▶ **Work item**
Could you please reproduce the entries exactly, leaving out any pictures?

====

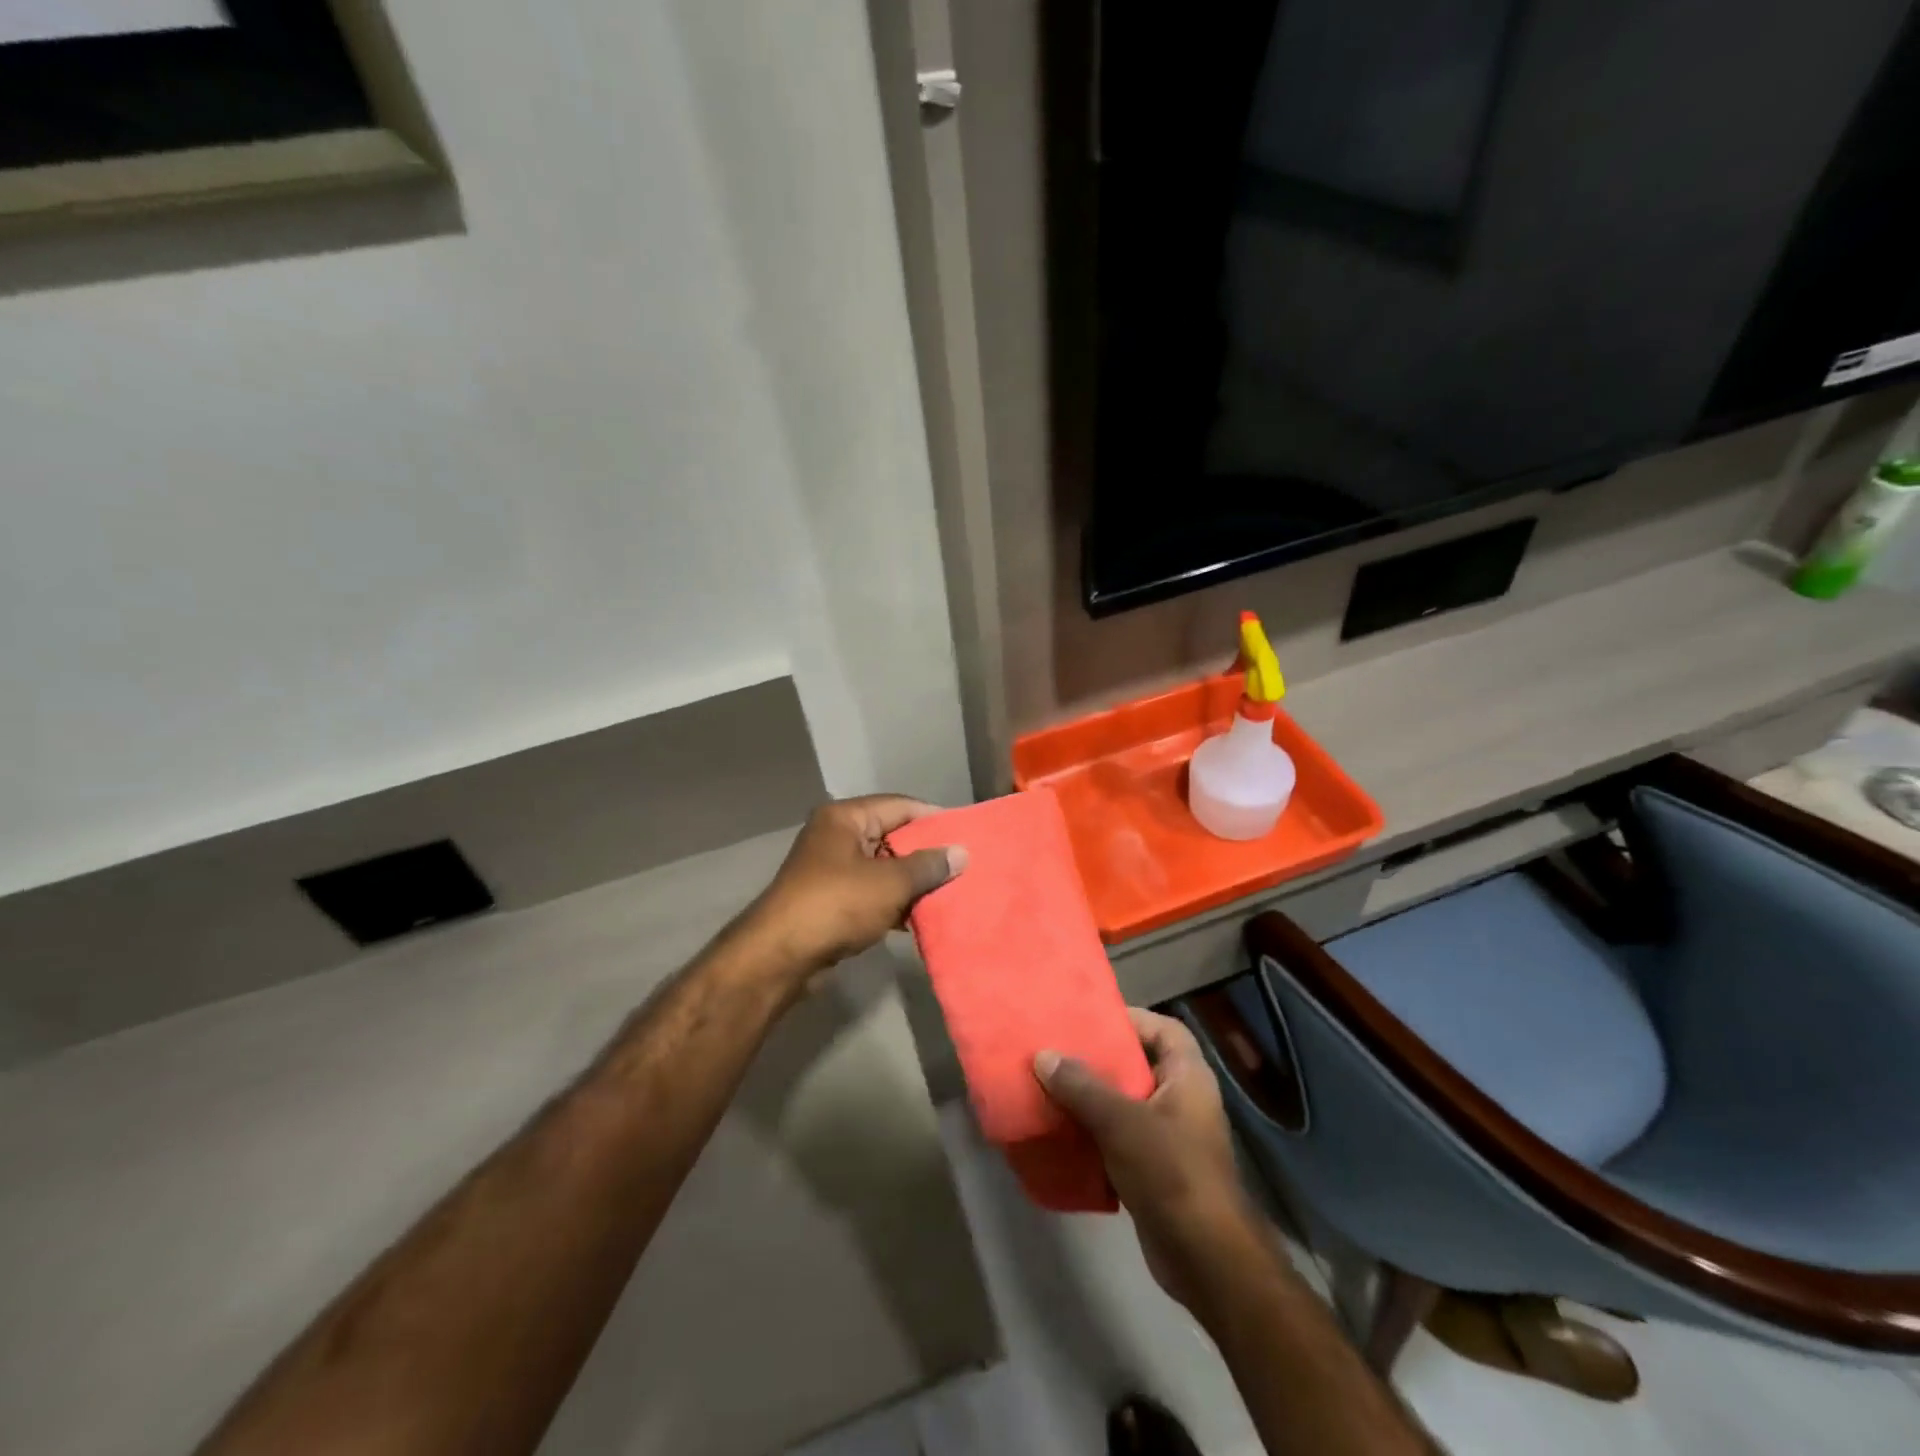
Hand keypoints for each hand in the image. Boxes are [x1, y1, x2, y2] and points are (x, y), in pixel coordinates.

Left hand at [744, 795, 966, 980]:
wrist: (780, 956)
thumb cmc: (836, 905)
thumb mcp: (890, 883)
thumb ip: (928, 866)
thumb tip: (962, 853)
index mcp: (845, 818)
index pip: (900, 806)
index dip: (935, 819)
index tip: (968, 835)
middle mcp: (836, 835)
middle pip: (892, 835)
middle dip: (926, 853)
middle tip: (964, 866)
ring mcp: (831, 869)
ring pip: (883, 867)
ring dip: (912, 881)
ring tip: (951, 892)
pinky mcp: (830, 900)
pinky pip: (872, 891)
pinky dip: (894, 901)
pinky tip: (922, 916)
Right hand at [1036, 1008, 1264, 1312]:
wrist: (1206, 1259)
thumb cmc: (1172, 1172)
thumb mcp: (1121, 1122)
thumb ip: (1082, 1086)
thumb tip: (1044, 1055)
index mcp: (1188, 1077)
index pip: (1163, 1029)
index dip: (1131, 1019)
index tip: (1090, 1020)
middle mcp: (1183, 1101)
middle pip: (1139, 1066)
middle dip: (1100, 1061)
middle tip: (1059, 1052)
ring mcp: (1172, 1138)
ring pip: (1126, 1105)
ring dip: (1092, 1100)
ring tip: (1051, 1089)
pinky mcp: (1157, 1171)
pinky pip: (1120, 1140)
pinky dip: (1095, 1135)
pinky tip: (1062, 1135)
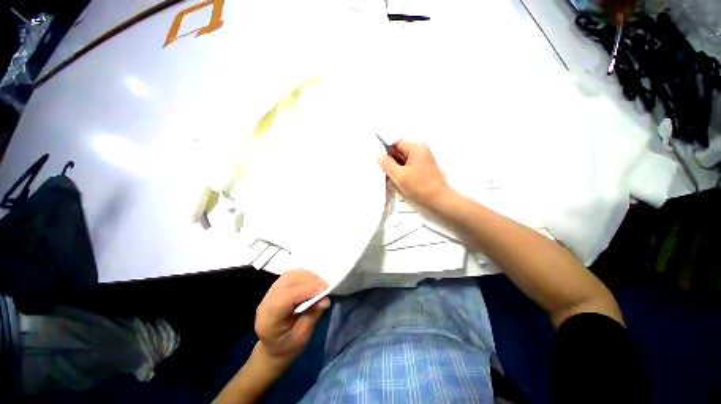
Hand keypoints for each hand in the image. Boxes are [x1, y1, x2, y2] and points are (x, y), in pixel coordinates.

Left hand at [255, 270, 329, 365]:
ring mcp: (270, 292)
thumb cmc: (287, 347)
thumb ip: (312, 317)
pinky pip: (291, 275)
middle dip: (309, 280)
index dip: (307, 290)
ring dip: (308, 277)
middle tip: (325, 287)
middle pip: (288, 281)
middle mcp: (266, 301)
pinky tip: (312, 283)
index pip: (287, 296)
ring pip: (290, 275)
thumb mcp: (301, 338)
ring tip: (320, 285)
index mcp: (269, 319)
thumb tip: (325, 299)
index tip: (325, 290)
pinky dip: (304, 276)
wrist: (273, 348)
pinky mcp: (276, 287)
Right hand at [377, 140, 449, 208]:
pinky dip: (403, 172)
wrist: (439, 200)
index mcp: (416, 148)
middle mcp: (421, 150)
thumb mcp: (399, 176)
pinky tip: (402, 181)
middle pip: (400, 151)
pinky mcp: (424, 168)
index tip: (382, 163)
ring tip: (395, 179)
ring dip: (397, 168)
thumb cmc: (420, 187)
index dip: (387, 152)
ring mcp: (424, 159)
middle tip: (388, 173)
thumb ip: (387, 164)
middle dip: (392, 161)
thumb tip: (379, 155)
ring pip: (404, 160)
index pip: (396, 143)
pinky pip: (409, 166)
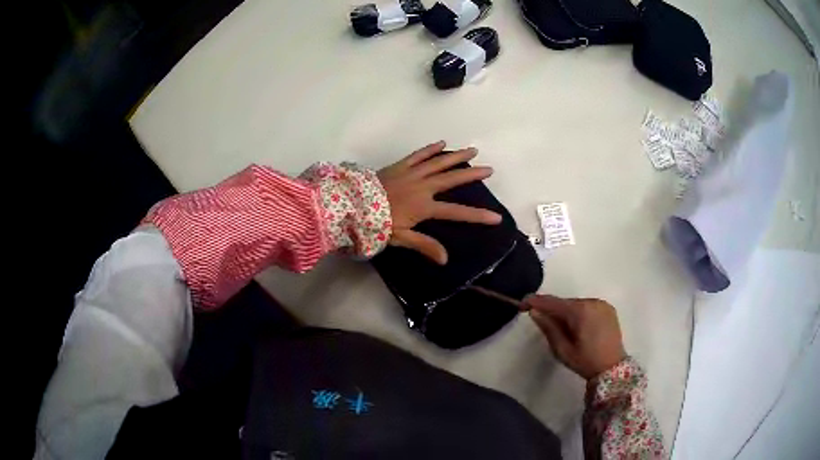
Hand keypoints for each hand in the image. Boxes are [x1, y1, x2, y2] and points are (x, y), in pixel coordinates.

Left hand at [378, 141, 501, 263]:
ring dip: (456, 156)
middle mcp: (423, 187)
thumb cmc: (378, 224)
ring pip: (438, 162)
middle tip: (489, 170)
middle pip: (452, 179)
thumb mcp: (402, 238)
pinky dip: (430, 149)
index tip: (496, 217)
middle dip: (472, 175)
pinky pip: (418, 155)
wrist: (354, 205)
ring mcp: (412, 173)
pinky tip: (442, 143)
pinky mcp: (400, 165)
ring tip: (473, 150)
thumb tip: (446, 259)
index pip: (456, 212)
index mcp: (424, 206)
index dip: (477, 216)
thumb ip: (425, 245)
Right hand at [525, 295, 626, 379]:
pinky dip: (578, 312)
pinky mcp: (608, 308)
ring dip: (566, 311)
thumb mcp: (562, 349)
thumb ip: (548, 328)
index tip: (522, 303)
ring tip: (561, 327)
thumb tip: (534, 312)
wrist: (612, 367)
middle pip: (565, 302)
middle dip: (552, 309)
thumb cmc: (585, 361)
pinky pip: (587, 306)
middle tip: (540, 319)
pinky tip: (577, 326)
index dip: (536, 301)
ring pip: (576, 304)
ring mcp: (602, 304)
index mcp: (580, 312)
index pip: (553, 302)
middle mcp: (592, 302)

====

▶ **Solution for this task**
Hand keypoints for each hand in the image. Boxes are [x1, y1, x2, y2] and points are (x, y), in pixel coordinates.

Left hand at [744, 795, 966, 980]:
wrist: (780, 956)
thumb cmc: (836, 905)
thumb mcp: (890, 883)
thumb ip: (928, 866)
thumb tip: (962, 853)
index mcp: (845, 818)
index pip: (900, 806)
index dip: (935, 819)
index tip: (968, 835)
middle mcp: (836, 835)
middle pip: (892, 835)
middle dip: (926, 853)
middle tip: (964, 866)
ring mcp: (831, 869)
ring pip: (883, 867)
ring dip: (912, 881)
ring tip: (951, 892)
pinky mcp: (830, 900)
pinky pip: (872, 891)
pinky dip: (894, 901)
pinky tip: (922, 916)
Right hand at [1036, 1008, 1264, 1312]:
wrist: (1206, 1259)
thumb cmc: (1172, 1172)
thumb mcp: (1121, 1122)
thumb ip: (1082, 1086)
thumb tip: (1044, 1055)
index mcp: (1188, 1077)
index pip: (1163, 1029)
index dip: (1131, 1019)
index tip: (1090, 1020)
middle mcp: (1183, 1101)
middle pip: (1139, 1066)
middle dip: (1100, 1061)
middle tip: (1059, 1052)
ring mcp: (1172, 1138)
ring pip: (1126, 1105)
ring dip: (1092, 1100)
ring tip: (1051, 1089)
pinky mcp: (1157, 1171)
pinky pip: (1120, 1140)
pinky dip: (1095, 1135)
pinky tip: (1062, 1135)
Hand keypoints for each hand in the image. Boxes are [x1, y1, x2, y2] and points are (x, y), in pixel coordinates.

Left hand at [255, 270, 329, 365]:
ring mcp: (270, 292)
thumb cmc: (287, 347)
thumb ip: (312, 317)
pinky pip: (291, 275)
middle dip: (309, 280)
index dip: (307, 290)
ring dip: (308, 277)
middle tip: (325, 287)
middle pip: (288, 281)
middle mcp: (266, 301)
pinky tip: (312, 283)
index pip: (287, 296)
ring pip: (290, 275)
thumb mcp: (301, 338)
ring tip: (320, 285)
index mcp: (269, 319)
thumb tip: (325, 299)
index tip: (325, 290)
pinky dip: (304, 276)
wrist: (273, 348)
pinky mcp: (276, 287)
Right hand at [377, 140, 449, 208]:
pinky dip: (403, 172)
wrist: (439, 200)
index mcp: (416, 148)
middle mcp: (421, 150)
thumb mcp: (399, 176)
pinky tip: (402, 181)
middle pip: (400, 151)
pinky mcp: (424, 168)
index tip: (382, 163)
ring tip: (395, 179)
ring dip: (397, 168)
thumb cmc: (420, 187)
index dip: (387, 152)
ring mcp: (424, 159)
middle tip: (388, 173)
thumb ip: (387, 164)
middle dip: (392, 161)
thumb tip: (379, 155)
ring pip: (404, 160)
index pip: (396, 143)
pinky pip: (409, 166)
Hand keypoints for each hand in the image. Boxes are [x1, y1, x2, y2] and points are (x, y), in pixel coordinates.

Left hand at [378, 141, 501, 263]:
ring dip: (456, 156)
middle mcp: (423, 187)
thumb cmc: (378, 224)
ring pip: (438, 162)
middle tip: (489, 170)
middle pip: (452, 179)
thumb mcp: (402, 238)
pinky dip: (430, 149)
index tip: (496, 217)
middle dip: (472, 175)
pinky pip: (418, 155)
wrist: (354, 205)
ring mcp: (412, 173)
pinky tip: (442, 143)
pinky mcp: (400, 165)
ring tip: (473, 150)
thumb tip: (446, 259)
index pip: (456, 212)
index mcp: (424, 206)
index dip: (477, 216)
thumb ip: (425, 245)
Right hand at [525, 295, 626, 379]:
pinky dip: (578, 312)
pinky mcp: (608, 308)
ring dip: (566, 311)
thumb mcp: (562, 349)
thumb ip: (548, 328)
index tip: (522, 303)
ring tip: (561, 327)
thumb tip: (534, 312)
wrist: (612, 367)
middle pip: (565, 302)
middle dip: (552, 309)
thumb cmc: (585, 361)
pinky pip: (587, 306)
middle tip: (540, 319)
pinky tip: (577, 326)
index dip: (536, 301)
ring pip: (576, 304)
ring mcp: (602, 304)
index mcp: (580, 312)
index pip: (553, 302)
middle mcp: (592, 302)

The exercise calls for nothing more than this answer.